Posted by lutopium sur 10 juillet 2008

https://i0.wp.com/farm4.static.flickr.com/3086/2656490614_fe34983280_m.jpgPar son climat exceptionnel et ses formidables paysages, la vallée de l’Okanagan en Colombie-Britannique est une destination privilégiée pour un grand nombre de retraités canadiens et pour une brochette de gens fortunés en provenance des quatre coins de la planète.  Il y a quelques années, on pouvait y voir Arnold Schwarzenegger au volant de son gros Hummer.  C’était avant qu’il devienne le géant vert de l’écologisme en conserve…

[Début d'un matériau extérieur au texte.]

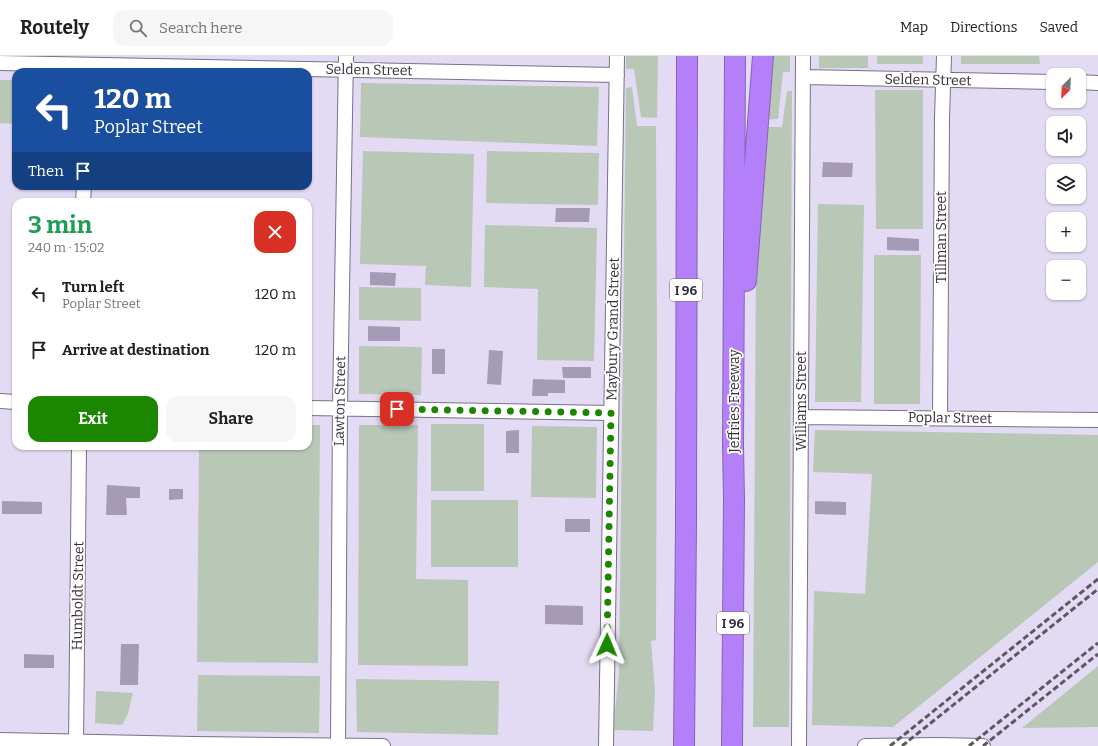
<!DOCTYPE html>
<meta charset="utf-8">
<style>
body{margin:0;font-family:Bitter,serif;background:#f6f6f6;color:#202124;height:100vh;display:flex;flex-direction:column;font-size:15px;white-space:nowrap}
*{box-sizing:border-box;margin:0}
p{font-size:13px;color:#757577}
.icon{flex:none;width:22px;height:22px;fill:none;stroke:currentColor;stroke-width:2;stroke-linecap:round;stroke-linejoin:round}
.map{position:relative;flex:1;overflow:hidden}
.panel{position:absolute;left:12px;top:142px;width:300px;height:252px;display:flex;flex-direction:column;background:#fff;border-radius:12px;box-shadow:0 1px 3px #0004}
.panel>*{flex:none}
.hud{position:absolute;left:12px;top:12px;width:300px;height:122px;border-radius:12px;box-shadow:0 1px 3px #0004;background:#1a4fa0;color:#fff;overflow:hidden}
.needle{width:26px;rotate:204deg}
.buttons{position:absolute;left:1046px;top:12px;display:grid;gap:8px}
.buttons a{display:grid;place-items:center;width:40px;height:40px;border-radius:8px;background:#fff;box-shadow:0 1px 3px #0004;font-size:20px}
.pin{position:absolute;display:grid;place-items:center;width:34px;height:34px;color:#fff;margin:-17px;border-radius:8px;box-shadow:0 2px 6px #0006}
.me{position:absolute;width:44px;margin:-22px;rotate:1deg;stroke-linejoin:round;filter:drop-shadow(0 0 3px #0008)}
.turn{display:flex;align-items:center;gap:14px;height:84px;padding:0 16px;font-size:18px}
.turn .icon{width:52px;height:52px;stroke-width:2.5}
.turn b{display:block;font-size:28px;line-height:34px}
.then{display:flex;align-items:center;height:38px;padding:0 16px;background:#0003;gap:8px;font-size:15px}
.round{display:grid;place-items:center;flex:none;width:42px;height:42px;border-radius:12px;background:#f6f6f6}
.overview{display:flex;align-items:center;justify-content:space-between;height:68px;padding:0 16px}
h1{font-size:24px;font-weight:700;line-height:30px;color:#1e9e55}
.button{display:flex;gap:8px;margin-top:auto;padding:8px 16px}
.button a{flex:1;height:46px;border-radius:12px;background:#1b8700;color:#fff;font-size:16px;font-weight:700;line-height:46px;text-align:center}
.button a+a{background:#f6f6f6;color:#202124}
ul{padding:0;list-style:none}
li{display:flex;align-items:center;gap:12px;height:56px;padding:0 16px}
li div{flex:1}
li b{display:block;font-size:15px}
li em{font-style:normal}
header{display:flex;align-items:center;gap:24px;box-sizing:border-box;height:56px;padding:0 20px;background:#fff;border-bottom:1px solid #e0e0e0}
header strong{font-size:19px}
nav{display:flex;gap:22px;margin-inline-start:auto;font-size:14px}
.search{width:280px;height:36px;background:#f6f6f6;display:flex;align-items:center;gap:10px;box-sizing:border-box;padding:0 14px;border-radius:12px;color:#757577;font-size:15px}
.map>svg:first-child{display:block}
.green{fill:#b9c7b7}
.building{fill:#a59bb7}
.lines{fill:none;stroke-linecap:round;stroke-linejoin:round}
.minor-casing{stroke:#797187;stroke-width:16}
.highway-casing{stroke:#8764b6;stroke-width:22}
.minor{stroke:#fff;stroke-width:14}
.highway{stroke:#b480f9;stroke-width:20}
.rail{stroke:#5d5765;stroke-width:3;stroke-dasharray:6 3;stroke-linecap:butt}
.route{stroke:#1b8700;stroke-width:7;stroke-dasharray:0 12.6}
.labels{text-anchor:middle;dominant-baseline:central;stroke-width:3.5;stroke-linejoin:round;paint-order:stroke}
.shield{fill:#fff;stroke:#706d74;stroke-width:1}
.shield-label{font-size:13px;font-weight:bold;fill:#332f39}
.street-label{font-size:14px;fill:#332f39;stroke:#fff}
</style>
<header>
<strong>Routely</strong>
<div class="search"><svg class="icon" aria-label="search" viewBox="0 0 24 24"><circle cx="10" cy="10" r="6"/><path d="M15 15l6 6"/></svg>Search here</div>
<nav><a>Map</a><a>Directions</a><a>Saved</a></nav>
</header>
<div class="map">
<svg width="1098" height="690" viewBox="0 0 1098 690">
<rect width="100%" height="100%" fill="#e3daf3"/>
<!-- green -->
<path class="green" d="M 626,0 L 658,0 L 657,62 L 641,61 L 634,13 L 626,13 Z
M 768,0 L 790,0 L 790,16 L 783,16 L 778,63 L 763,64 Z
M 819,0 L 868,0 L 868,12 L 819,12 Z
M 877,0 L 923,0 L 923,8 L 877,8 Z
M 961,0 L 1039,0 L 1040,8 L 961,8 Z
M 0,24 L 16,24 L 16,68 L 0,67 Z
M 361,27 L 599,31 L 597,90 L 360,81 Z
M 632,31 L 637,70 L 656,70 L 657,288 L 656,584 L 651,585 L 655,635 L 653,675 L 613,674 L 619,618 L 626,32 Z
M 875,34 L 923,34 L 923,173 L 876,173 Z
M 787,35 L 792,35 L 789,671 L 753,671 L 756,205 L 763,71 L 782,71 Z
M 363,95 L 474,98 L 471,231 L 425,229 L 426,210 L 360,208 Z
M 487,95 L 599,97 L 598,149 L 486,147 Z
M 818,148 L 864,149 L 861,346 L 815,346 Z
M 485,169 L 597,172 L 594,305 L 537,304 L 538,233 L 484,231 Z
M 874,199 L 921,199 L 920,348 L 874,348 Z
M 359,231 L 421,232 L 421,265 L 359,264 Z
M 359,290 L 422,291 L 421,339 L 359,338 Z
M 431,368 L 484,368 L 484,435 L 431,435 Z
M 308,369 L 320,369 L 318,607 L 197,606 L 199,390 L 308,390 Z
M 359,369 L 418,369 L 416,523 L 468,524 L 468,610 L 358,609 Z
M 532,370 L 597,371 L 596,442 L 531,441 Z
M 815,374 L 1098,379 L 1098,506 L 893,671 L 812,669 L 814,535 L 865,538 L 872,418 L 813,416 Z
M 431,444 L 518,444 L 518,511 L 431,511 Z
M 1098,610 L 1098,671 L 1022,672 Z
M 198,619 L 320,620 L 319,677 L 197,675 Z
M 356,623 L 499,625 L 498,679 L 357,676 Z
M 96,635 L 133,637 L 128,658 L 122,669 L 95,667 Z"/>
<!-- building -->
<path class="building" d="M 823,106 L 853,107 L 852,121 L 822,121 Z
M 556,152 L 590,152 L 589,166 L 555,166 Z
M 887,181 L 919,183 L 919,195 L 887,194 Z
M 370,216 L 396,217 L 395,230 L 370,229 Z
M 368,270 L 400,271 L 400,285 L 368,285 Z
M 432,293 L 445,293 L 445,318 L 432,318 Z
M 489,294 L 503,295 L 501,329 L 487,328 Z
M 562,311 L 591,311 L 591,322 L 563,322 Z
M 533,323 L 565,324 L 565,337 L 548,337 L 548,340 L 532,340 Z
M 519,374 L 519,397 L 506,397 L 506,375 Z
M 107,429 L 140,431 L 140,442 L 126,442 L 127,459 L 106,459 Z
M 169,433 L 183,433 L 183,443 L 169,444 Z
M 2,445 L 42,446 L 42,458 L 2,458 Z
M 815,445 L 846,446 L 846,459 L 815,458 Z
M 565,463 L 590,463 L 590,476 L 565,476 Z
M 545,549 L 583,550 L 583,569 L 545,568 Z
M 121,588 L 139,588 L 138,629 L 120,629 Z
M 24,598 L 54,599 L 54,612 L 24,612 Z"/>
<g class="lines">
<!-- minor casing -->
<g class="minor-casing">
<path id="minor" d="M 0,7 L 617,19
M 803,21 L 1053,26
M 1079,26 L 1098,27
M 83,146 L 84,130
M 0,345 L 16,346
M 308,352 L 611,357
M 801,361 L 1098,364
M 940,362 L 942,62 L 944,0
M 0,684 L 194,688 L 383,690
M 76,690 L 79,390
M 338,690 L 340,352 L 346,0
M 606,690 L 617,0
M 799,690 L 803,0
M 865,690 L 938,689 L 983,690"/>
</g>
<!-- highway casing -->
<g class="highway-casing">
<path id="highway" d="M 746,225 L 763,0
M 684,690 L 686,469 L 687,0
M 732,690 L 734,443 L 733,390 L 735,0"/>
</g>
<!-- minor -->
<use href="#minor" class="minor"/>
<!-- highway -->
<use href="#highway" class="highway"/>
<!-- rail -->
<path class="rail" d="M 890,690 L 1098,523
M 902,690 L 1098,533
M 969,690 L 1098,587
M 983,690 L 1098,598"/>
</g>
<g class="lines">
<!-- route -->
<path class="route" d="M 397,353 L 611,357 L 607,589"/>
</g>
<g class="labels">
<!-- shield labels -->
<g class="shield">
<rect x="670" y="223" width="32" height="22" rx="3"/>
<rect x="717" y="556" width="32" height="22" rx="3"/>
</g>
<g class="shield-label">
<text x="686" y="234">I 96</text>
<text x="733" y="567">I 96</text>
</g>
<!-- street labels -->
<g class="street-label">
<text transform="translate(369 14) rotate(1)">Selden Street</text>
<text transform="translate(928 24) rotate(1)">Selden Street</text>
<text transform="translate(941 181) rotate(-90)">Tillman Street</text>
<text transform="translate(613 273) rotate(-89)">Maybury Grand Street</text>
<text transform="translate(340 345) rotate(-89)">Lawton Street</text>
<text transform="translate(734 345) rotate(-90)">Jeffries Freeway</text>
<text transform="translate(801 345) rotate(-90)">Williams Street</text>
<text transform="translate(950 362) rotate(1)">Poplar Street</text>
<text transform="translate(78 540) rotate(-89)">Humboldt Street</text>
</g>
</g>
</svg>
<div class="buttons">
<a><svg class="needle" viewBox="-14 -14 28 28"><path d="M0-13l5 13h-10z" fill="#e53935"/><path d="M0 13l5-13h-10z" fill="#757577"/></svg></a>
<a><svg class="icon" aria-label="sound" viewBox="0 0 24 24"><path d="M4 9h4l5-4v14l-5-4H4zM17 9q2 3 0 6"/></svg></a>
<a><svg class="icon" aria-label="layers" viewBox="0 0 24 24"><path d="M12 4l9 5-9 5-9-5zM3 14l9 5 9-5"/></svg></a>
<a>+</a>
<a>−</a>
</div>
<div class="pin" style="left:397px;top:353px;background:#d93025"><svg class="icon" aria-label="arrive" viewBox="0 0 24 24"><path d="M6 21V4h12l-3 4 3 4H6"/></svg></div>
<svg class="me" style="left:607px;top:589px" viewBox="-20 -20 40 40"><path d="M0-17L14 15 0 8-14 15z" fill="#1b8700" stroke="#fff" stroke-width="4"/></svg>
<div class="hud">
<div class="turn"><svg class="icon" aria-label="left" viewBox="0 0 24 24"><path d="M17 20v-9H6M10 6l-5 5 5 5"/></svg><div><b>120 m</b>Poplar Street</div></div>
<div class="then">Then<svg class="icon" aria-label="arrive" viewBox="0 0 24 24"><path d="M6 21V4h12l-3 4 3 4H6"/></svg></div>
</div>
<section class="panel">
<div class="overview"><div><h1>3 min</h1><p>240 m · 15:02</p></div><a class="round" style="background:#d93025;color:#fff"><svg class="icon" aria-label="close" viewBox="0 0 24 24"><path d="M6 6l12 12M18 6L6 18"/></svg></a></div>
<ul>
<li><svg class="icon" aria-label="left" viewBox="0 0 24 24"><path d="M17 20v-9H6M10 6l-5 5 5 5"/></svg><div><b>Turn left</b><p>Poplar Street</p></div><em>120 m</em></li>
<li><svg class="icon" aria-label="arrive" viewBox="0 0 24 24"><path d="M6 21V4h12l-3 4 3 4H6"/></svg><div><b>Arrive at destination</b></div><em>120 m</em></li>
</ul>
<div class="button"><a>Exit</a><a>Share</a></div>
</section>
</div>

La région connaît une importante croissance économique et démographique.  Et les effets néfastes de ce développement commencent à faire leur apparition : pollution des lacs, problèmes de circulation routière, disparition des terrains à vocation agricole, etc.    Ce qui m’a frappé le plus lors de mon dernier séjour là-bas ce sont les yatchs, spécialement ceux qu’on surnomme les bateaux-cigarettes.  Ces navires, qui utilisent deux puissants moteurs à essence, peuvent brûler jusqu’à 1000 litres d’essence dans une seule journée.  Le centre-ville de Kelowna fait place aux condos de luxe et aux boutiques spécialisées.  Sur les rives des lacs Okanagan, Kalamalka et Shuswap, des résidences se vendent pour des sommes allant jusqu’à $5 millions.

La richesse contribue donc à détruire l’environnement.  Comme nous le confirme une récente étude du Canadian Centre for Policy Alternatives, « les canadiens jouissant d’un revenu plus élevé créent une plus grande empreinte écologique que le reste de la population » :

  • Les 10 % de ménages canadiens les plus riches créent une empreinte écologique de 12,4 hectares par habitant; c’est près de deux fois et demie plus que les 10 % les plus pauvres.
  • Si l’étendue de l’empreinte écologique d’une personne s’accroît à mesure que s’élève le revenu du ménage, le bond réel de cet indicateur s’observe chez les 10 % les plus riches dans la population. Sur le plan des répercussions sur l’environnement, il y a réellement les riches et le reste d’entre nous.
  • L’empreinte des 60 % de ménages canadiens les moins riches est inférieure à la moyenne nationale, mais même les canadiens et les canadiennes ayant le revenu le plus bas créent une empreinte qui l’emporte plusieurs fois sur la moyenne correspondante dans des pays moins prospères que le nôtre.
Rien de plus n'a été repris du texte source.